Address review feedback

kaix-nv · kaix-nv · commit 02182f8990a1 · 2025-12-08T15:59:59.000-08:00
Signed-off-by: Kai Xu &lt;kaix@nvidia.com&gt;
diff --git a/examples/llm_sparsity/attention_sparsity/hf_sa.py b/examples/llm_sparsity/attention_sparsity/hf_sa.py
@@ -295,8 +295,8 @@ def main(args):
         "--backend",
         type=str,
         default="pytorch",
-        choices=["pytorch", "triton"],
-        help="Backend to use for sparse attention computation (default: pytorch)",
+        choices=["pytorch"],
+        help="Backend for sparse attention (default: pytorch). More backends coming soon.",
     )
 
     # Sequence length arguments
diff --git a/modelopt/torch/sparsity/attention_sparsity/conversion.py b/modelopt/torch/sparsity/attention_sparsity/conversion.py
@@ -299,64 +299,3 @@ def enable_sparse_attention(model: nn.Module, wildcard_or_filter_func: str | Cal
 
         if matched:
             module.enable()
-
-
-def print_sparse_attention_summary(model: nn.Module):
-    """Print summary of sparse attention modules in the model.
-
-    Similar to mtq.print_quant_summary for API consistency.
-
-    Args:
-        model: Model with sparse attention applied
-
-    Prints:
-        - Total sparse attention modules
-        - Enabled vs disabled count
-        - Method distribution
-        - Configuration summary by module
-
-    Example:
-        >>> import modelopt.torch.sparsity.attention_sparsity as sparse_attn
-        >>> model = sparse_attn.sparsify(model, config)

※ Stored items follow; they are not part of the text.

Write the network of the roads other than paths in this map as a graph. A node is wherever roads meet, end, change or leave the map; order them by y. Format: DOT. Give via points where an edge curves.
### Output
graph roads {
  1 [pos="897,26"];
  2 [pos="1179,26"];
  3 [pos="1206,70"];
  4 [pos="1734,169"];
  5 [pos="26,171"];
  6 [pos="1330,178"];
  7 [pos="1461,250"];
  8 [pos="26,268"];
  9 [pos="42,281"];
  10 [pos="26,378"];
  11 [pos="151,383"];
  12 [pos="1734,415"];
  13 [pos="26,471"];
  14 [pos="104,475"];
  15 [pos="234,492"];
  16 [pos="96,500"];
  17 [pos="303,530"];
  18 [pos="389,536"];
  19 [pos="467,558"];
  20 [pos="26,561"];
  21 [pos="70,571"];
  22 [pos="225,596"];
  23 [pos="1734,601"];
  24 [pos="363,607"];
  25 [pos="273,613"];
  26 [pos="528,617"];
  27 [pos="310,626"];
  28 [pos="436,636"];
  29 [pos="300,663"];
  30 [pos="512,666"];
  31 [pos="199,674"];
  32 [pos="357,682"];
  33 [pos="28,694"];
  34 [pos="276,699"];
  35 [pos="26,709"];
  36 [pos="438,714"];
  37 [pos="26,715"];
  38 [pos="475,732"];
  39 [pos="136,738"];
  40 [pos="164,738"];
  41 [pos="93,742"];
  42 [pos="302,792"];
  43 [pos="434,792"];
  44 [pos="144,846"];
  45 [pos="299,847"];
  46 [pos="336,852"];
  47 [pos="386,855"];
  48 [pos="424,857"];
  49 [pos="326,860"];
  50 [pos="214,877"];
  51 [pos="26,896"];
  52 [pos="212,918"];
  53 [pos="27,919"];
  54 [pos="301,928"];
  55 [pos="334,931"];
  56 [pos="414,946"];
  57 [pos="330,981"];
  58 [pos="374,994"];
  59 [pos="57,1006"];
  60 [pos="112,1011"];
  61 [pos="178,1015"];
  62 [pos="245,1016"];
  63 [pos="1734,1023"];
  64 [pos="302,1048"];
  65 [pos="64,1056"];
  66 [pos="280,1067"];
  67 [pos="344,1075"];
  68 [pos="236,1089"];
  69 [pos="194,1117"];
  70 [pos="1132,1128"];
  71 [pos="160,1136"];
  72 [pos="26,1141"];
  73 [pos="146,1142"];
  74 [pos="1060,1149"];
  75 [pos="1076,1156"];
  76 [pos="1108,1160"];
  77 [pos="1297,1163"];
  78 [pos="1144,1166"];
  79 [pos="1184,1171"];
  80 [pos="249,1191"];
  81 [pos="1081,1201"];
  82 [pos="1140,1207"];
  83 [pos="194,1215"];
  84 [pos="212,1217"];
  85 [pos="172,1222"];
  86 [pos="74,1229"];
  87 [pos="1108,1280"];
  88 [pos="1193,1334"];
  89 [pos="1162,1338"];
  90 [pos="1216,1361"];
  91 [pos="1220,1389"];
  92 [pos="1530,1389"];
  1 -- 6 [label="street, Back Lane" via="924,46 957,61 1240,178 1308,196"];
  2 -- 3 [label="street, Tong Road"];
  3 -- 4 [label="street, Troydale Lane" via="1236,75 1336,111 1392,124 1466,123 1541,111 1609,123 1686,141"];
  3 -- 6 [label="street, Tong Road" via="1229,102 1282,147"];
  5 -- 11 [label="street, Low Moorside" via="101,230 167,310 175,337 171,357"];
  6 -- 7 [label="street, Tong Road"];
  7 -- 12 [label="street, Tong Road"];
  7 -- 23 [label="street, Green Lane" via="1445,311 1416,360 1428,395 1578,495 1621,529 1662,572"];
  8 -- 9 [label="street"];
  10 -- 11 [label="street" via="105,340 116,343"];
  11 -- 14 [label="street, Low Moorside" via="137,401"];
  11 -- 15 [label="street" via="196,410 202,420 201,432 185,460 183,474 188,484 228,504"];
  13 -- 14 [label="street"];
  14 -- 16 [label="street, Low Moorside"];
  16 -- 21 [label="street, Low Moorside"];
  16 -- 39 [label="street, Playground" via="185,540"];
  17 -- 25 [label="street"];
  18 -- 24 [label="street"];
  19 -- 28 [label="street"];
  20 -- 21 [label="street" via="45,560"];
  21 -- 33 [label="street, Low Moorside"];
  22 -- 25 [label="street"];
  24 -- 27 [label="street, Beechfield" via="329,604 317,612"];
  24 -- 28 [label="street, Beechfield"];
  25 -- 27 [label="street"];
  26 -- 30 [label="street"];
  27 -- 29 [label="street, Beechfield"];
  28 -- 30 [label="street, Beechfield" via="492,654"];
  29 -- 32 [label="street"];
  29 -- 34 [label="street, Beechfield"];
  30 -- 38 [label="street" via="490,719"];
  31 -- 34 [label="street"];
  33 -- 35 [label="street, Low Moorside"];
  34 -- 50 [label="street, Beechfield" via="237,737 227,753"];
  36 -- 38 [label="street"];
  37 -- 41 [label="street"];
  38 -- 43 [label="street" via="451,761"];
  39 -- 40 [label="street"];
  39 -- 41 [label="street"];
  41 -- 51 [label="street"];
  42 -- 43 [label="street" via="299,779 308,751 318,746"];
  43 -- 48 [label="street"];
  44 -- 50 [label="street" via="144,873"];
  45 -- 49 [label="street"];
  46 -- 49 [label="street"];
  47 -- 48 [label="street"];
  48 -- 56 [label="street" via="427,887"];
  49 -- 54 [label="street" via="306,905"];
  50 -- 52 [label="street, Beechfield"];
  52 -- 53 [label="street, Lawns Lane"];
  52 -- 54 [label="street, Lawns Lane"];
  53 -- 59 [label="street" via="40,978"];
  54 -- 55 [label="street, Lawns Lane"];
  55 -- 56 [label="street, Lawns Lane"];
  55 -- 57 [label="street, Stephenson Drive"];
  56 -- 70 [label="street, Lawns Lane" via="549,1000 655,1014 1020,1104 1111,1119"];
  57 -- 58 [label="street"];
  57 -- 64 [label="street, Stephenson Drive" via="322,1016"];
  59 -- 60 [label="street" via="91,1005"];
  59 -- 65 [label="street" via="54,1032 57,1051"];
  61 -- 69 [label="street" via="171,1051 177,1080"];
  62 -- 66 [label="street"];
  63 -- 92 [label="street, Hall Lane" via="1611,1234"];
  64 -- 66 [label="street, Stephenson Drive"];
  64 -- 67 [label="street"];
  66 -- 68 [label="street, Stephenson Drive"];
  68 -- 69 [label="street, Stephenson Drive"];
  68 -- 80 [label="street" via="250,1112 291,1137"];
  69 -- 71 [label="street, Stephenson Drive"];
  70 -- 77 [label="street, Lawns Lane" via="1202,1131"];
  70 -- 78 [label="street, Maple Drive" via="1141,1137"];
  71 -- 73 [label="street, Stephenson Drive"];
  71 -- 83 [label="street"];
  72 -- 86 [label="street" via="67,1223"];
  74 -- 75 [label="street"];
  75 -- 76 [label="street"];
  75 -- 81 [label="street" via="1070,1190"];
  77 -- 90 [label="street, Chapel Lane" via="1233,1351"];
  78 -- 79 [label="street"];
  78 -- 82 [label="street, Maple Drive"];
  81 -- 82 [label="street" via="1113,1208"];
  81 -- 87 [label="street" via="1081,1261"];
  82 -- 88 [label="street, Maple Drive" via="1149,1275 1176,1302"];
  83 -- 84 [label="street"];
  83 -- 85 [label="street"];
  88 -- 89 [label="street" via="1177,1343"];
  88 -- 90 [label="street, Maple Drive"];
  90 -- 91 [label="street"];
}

-        >>> sparse_attn.print_sparse_attention_summary(model)
-    """
-    sparse_modules = []
-    for name, module in model.named_modules():
-        if isinstance(module, SparseAttentionModule):
-            sparse_modules.append((name, module))
-
-    if not sparse_modules:
-        print("No sparse attention modules found in model")
-        return
-
-    enabled_count = sum(1 for _, m in sparse_modules if m.is_enabled)
-    disabled_count = len(sparse_modules) - enabled_count
-
-    # Count methods
-    method_counts = {}
-    for _, module in sparse_modules:
-        method = getattr(module, "_method", "unknown")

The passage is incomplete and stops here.